▸ WORK TO COMPLETE
Repeat exactly every line that comes at or after the line containing "Extract the road", through the end of the entries below.

Collected data:
== == ==

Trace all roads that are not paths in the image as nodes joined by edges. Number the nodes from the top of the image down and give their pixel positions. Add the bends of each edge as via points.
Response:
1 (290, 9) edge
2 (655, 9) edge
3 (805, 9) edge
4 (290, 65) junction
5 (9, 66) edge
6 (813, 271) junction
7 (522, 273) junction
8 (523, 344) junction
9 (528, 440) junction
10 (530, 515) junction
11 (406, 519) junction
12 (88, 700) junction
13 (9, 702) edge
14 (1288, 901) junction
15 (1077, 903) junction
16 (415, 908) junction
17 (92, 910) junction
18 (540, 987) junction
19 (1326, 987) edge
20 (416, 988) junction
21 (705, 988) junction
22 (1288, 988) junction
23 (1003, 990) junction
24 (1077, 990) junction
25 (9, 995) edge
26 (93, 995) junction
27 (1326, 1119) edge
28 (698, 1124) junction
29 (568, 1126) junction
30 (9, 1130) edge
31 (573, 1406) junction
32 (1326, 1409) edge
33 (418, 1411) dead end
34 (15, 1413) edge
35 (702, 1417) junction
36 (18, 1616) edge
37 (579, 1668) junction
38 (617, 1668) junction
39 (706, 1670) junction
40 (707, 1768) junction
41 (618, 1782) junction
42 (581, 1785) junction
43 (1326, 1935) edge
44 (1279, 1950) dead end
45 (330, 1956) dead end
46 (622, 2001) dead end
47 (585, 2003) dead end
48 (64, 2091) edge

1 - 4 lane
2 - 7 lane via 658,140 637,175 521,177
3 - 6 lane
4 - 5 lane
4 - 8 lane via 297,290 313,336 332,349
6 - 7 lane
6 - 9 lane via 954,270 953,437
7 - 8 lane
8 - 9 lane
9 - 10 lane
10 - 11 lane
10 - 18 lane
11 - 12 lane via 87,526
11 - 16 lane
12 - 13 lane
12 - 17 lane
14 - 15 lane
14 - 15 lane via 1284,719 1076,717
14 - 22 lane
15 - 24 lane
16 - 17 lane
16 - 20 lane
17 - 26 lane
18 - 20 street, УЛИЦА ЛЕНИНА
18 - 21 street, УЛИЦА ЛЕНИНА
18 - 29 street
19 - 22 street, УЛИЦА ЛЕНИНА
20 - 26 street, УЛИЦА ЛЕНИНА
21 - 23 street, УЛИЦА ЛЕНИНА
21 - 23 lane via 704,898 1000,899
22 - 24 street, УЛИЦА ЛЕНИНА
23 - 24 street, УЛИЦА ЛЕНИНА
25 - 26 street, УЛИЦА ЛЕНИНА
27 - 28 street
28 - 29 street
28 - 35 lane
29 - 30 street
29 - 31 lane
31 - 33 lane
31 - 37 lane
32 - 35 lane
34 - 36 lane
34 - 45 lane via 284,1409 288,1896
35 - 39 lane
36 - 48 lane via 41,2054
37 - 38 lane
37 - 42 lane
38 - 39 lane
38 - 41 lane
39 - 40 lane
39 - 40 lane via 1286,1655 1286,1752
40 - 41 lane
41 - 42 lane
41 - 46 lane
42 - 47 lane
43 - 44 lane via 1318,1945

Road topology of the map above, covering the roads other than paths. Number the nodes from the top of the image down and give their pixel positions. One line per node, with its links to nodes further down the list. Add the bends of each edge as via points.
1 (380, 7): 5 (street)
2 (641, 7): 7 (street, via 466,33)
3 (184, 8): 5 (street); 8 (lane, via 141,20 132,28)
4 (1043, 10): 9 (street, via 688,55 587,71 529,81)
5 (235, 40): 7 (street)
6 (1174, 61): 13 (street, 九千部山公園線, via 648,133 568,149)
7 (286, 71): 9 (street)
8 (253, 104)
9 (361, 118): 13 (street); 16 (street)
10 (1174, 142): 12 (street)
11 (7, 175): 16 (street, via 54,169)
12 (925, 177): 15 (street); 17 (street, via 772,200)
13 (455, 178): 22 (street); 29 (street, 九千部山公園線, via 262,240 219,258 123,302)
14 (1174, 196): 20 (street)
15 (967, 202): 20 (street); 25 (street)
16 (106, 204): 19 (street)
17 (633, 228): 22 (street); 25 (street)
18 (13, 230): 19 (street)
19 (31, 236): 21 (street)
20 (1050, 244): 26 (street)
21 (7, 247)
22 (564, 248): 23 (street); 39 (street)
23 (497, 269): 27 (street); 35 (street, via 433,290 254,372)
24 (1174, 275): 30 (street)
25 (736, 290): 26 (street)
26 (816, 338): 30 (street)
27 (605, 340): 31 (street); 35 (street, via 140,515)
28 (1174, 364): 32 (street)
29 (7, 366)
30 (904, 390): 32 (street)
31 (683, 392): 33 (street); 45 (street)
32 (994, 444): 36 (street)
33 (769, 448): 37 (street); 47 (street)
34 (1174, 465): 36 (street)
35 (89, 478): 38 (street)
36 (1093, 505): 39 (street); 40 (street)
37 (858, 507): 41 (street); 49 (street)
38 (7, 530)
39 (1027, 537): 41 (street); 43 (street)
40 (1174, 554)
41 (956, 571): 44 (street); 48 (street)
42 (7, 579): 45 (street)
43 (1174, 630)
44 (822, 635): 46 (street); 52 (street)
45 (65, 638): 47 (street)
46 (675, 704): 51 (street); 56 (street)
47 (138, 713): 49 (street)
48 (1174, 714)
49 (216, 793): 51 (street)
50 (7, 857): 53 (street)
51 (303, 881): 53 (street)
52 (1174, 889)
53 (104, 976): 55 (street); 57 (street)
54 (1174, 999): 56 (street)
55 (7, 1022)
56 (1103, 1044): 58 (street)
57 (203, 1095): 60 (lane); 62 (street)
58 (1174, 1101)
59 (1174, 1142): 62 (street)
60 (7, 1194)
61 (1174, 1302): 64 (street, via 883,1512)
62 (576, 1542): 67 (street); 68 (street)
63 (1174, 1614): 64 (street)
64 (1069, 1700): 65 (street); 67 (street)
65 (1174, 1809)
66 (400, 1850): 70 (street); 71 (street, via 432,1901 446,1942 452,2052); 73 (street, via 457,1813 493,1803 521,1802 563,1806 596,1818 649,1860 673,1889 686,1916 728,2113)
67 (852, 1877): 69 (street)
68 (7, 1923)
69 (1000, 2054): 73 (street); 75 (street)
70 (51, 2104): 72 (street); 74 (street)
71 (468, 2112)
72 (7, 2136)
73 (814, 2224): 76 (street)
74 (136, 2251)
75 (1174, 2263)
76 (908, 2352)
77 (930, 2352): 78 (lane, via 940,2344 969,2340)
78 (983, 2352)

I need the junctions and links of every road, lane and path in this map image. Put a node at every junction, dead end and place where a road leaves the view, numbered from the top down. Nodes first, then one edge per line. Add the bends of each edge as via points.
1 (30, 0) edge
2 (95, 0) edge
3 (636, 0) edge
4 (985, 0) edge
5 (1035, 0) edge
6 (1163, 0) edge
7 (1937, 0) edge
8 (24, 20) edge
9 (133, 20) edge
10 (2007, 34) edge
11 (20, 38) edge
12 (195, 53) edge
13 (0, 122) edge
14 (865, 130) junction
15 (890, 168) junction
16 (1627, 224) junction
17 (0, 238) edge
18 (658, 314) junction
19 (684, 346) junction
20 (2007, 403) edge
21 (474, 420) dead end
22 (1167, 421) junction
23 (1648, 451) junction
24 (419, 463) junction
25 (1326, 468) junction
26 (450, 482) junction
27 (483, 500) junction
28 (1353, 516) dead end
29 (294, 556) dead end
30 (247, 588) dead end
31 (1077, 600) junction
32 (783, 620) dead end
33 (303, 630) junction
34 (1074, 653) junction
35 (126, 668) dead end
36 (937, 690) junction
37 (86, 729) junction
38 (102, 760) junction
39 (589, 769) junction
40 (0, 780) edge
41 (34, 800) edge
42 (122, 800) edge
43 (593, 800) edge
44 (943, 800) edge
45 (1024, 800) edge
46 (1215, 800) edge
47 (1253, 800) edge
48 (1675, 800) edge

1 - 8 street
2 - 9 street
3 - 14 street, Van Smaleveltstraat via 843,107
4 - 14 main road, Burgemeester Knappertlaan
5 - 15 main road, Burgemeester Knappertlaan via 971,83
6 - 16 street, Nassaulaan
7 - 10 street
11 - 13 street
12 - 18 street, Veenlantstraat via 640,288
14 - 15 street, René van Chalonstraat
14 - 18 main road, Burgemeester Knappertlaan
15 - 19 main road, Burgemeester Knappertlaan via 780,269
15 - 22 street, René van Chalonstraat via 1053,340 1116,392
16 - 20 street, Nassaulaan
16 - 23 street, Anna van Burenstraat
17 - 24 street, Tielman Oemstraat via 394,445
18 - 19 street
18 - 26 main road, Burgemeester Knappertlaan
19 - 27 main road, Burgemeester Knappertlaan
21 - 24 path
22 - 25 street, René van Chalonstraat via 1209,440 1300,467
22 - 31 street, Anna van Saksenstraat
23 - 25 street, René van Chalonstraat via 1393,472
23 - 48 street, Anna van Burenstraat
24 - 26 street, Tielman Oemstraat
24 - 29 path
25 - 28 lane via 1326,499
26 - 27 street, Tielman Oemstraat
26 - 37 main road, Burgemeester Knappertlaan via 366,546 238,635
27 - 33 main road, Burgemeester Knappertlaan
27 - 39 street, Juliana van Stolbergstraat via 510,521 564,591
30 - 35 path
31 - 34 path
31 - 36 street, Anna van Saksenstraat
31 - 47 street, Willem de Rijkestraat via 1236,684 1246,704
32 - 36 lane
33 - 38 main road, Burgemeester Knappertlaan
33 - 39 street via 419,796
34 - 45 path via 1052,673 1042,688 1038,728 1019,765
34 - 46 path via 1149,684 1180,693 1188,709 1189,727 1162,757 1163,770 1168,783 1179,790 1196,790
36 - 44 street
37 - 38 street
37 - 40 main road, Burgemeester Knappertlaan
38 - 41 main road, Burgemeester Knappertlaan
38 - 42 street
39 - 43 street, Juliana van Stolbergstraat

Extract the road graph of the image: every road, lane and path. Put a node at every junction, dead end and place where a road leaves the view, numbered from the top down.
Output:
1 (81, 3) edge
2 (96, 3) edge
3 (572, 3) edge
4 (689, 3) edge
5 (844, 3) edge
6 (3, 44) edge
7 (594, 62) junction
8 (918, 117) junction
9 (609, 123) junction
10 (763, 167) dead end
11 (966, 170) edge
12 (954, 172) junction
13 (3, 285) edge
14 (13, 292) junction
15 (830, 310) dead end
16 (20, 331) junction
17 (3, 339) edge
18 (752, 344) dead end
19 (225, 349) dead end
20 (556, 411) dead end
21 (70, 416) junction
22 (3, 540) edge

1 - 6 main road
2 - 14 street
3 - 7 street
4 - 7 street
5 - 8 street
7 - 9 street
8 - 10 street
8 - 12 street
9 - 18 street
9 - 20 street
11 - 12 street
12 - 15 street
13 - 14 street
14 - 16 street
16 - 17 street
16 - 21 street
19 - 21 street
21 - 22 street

== == ==

▸ OUTPUT FOR THIS TASK
Extract the road graph of the image: every road, lane and path. Put a node at every junction, dead end and place where a road leaves the view, numbered from the top down.
Output:
1 (81, 3) edge
2 (96, 3) edge
3 (572, 3) edge
4 (689, 3) edge
5 (844, 3) edge
6 (3, 44) edge
7 (594, 62) junction
8 (918, 117) junction
9 (609, 123) junction
10 (763, 167) dead end
11 (966, 170) edge
12 (954, 172) junction
13 (3, 285) edge
14 (13, 292) junction
15 (830, 310) dead end
16 (20, 331) junction
17 (3, 339) edge
18 (752, 344) dead end
19 (225, 349) dead end
20 (556, 411) dead end
21 (70, 416) junction
22 (3, 540) edge

1 - 6 main road
2 - 14 street
3 - 7 street
4 - 7 street
5 - 8 street
7 - 9 street
8 - 10 street
8 - 12 street
9 - 18 street
9 - 20 street
11 - 12 street
12 - 15 street
13 - 14 street
14 - 16 street
16 - 17 street
16 - 21 street
19 - 21 street
21 - 22 street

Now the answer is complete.